Beautiful and exotic, Sister Graciela is the daughter of a woman whose fiancé left when he found out she was pregnant. Graciela's mother, also gorgeous, became a whore, resenting her daughter and sleeping with many different men. When Graciela was 14, she was attracted to her mother's current boyfriend, who was a “Moor.” They were caught having sex by Graciela's mother, who threw an iron ashtray at Graciela's head, injuring her. Convinced that she could not go back home, Graciela chose to join the convent.

Sister Megan is a tomboy who was abandoned at a farm as a baby, but then brought to an orphanage because the farmers had no money to take care of her.
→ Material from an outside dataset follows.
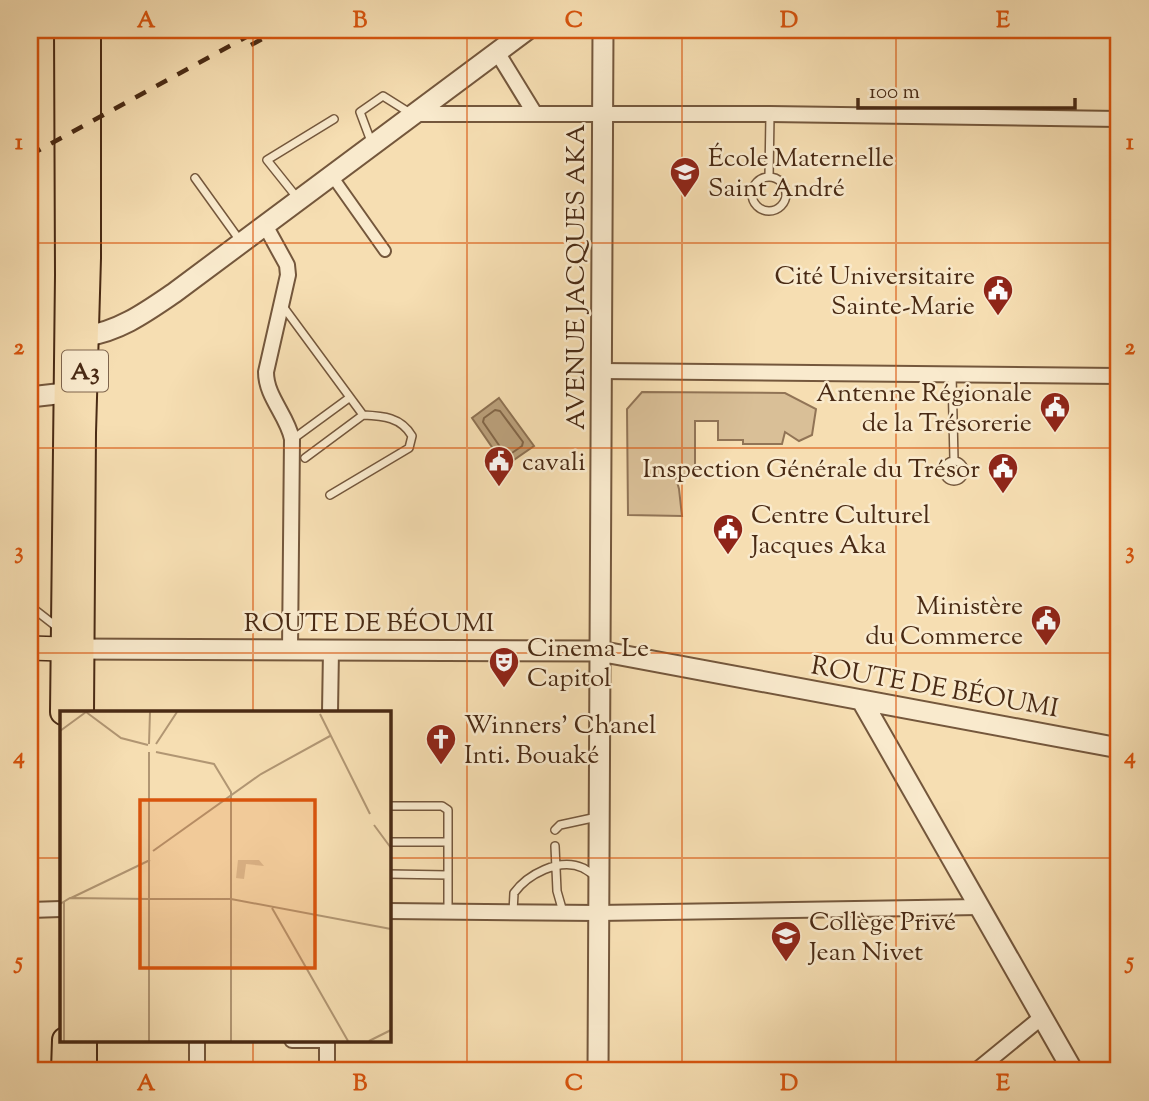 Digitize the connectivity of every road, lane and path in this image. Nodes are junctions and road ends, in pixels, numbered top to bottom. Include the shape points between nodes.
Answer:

She developed a love of reading and learned several languages there, daydreaming about who her parents could be. When she reached the age of 15, she decided to join the convent because she loved going to church. She was known as Patricia before the airplane that they are riding crash. Her parents died, but Milo and Ellen together with Patricia, luckily survived. At the moment, Ellen see an opportunity in owning the Scott Industries so they left Patricia at the front door of a farmer in Avila. Later they found out that in the will of Milo's brother, Bryan, (owner of Scott Industry, father of Patricia) is leaving the whole company to his brother and only part of the income goes to Patricia.

==Adaption==
The book was adapted as a two-part TV miniseries in 1992. The Sands of Time adaption starred James Brolin, Michael Nouri, Roddy McDowell, Deborah Raffin, Amanda Plummer, and Elizabeth Gracen. It was directed by Gary Nelson.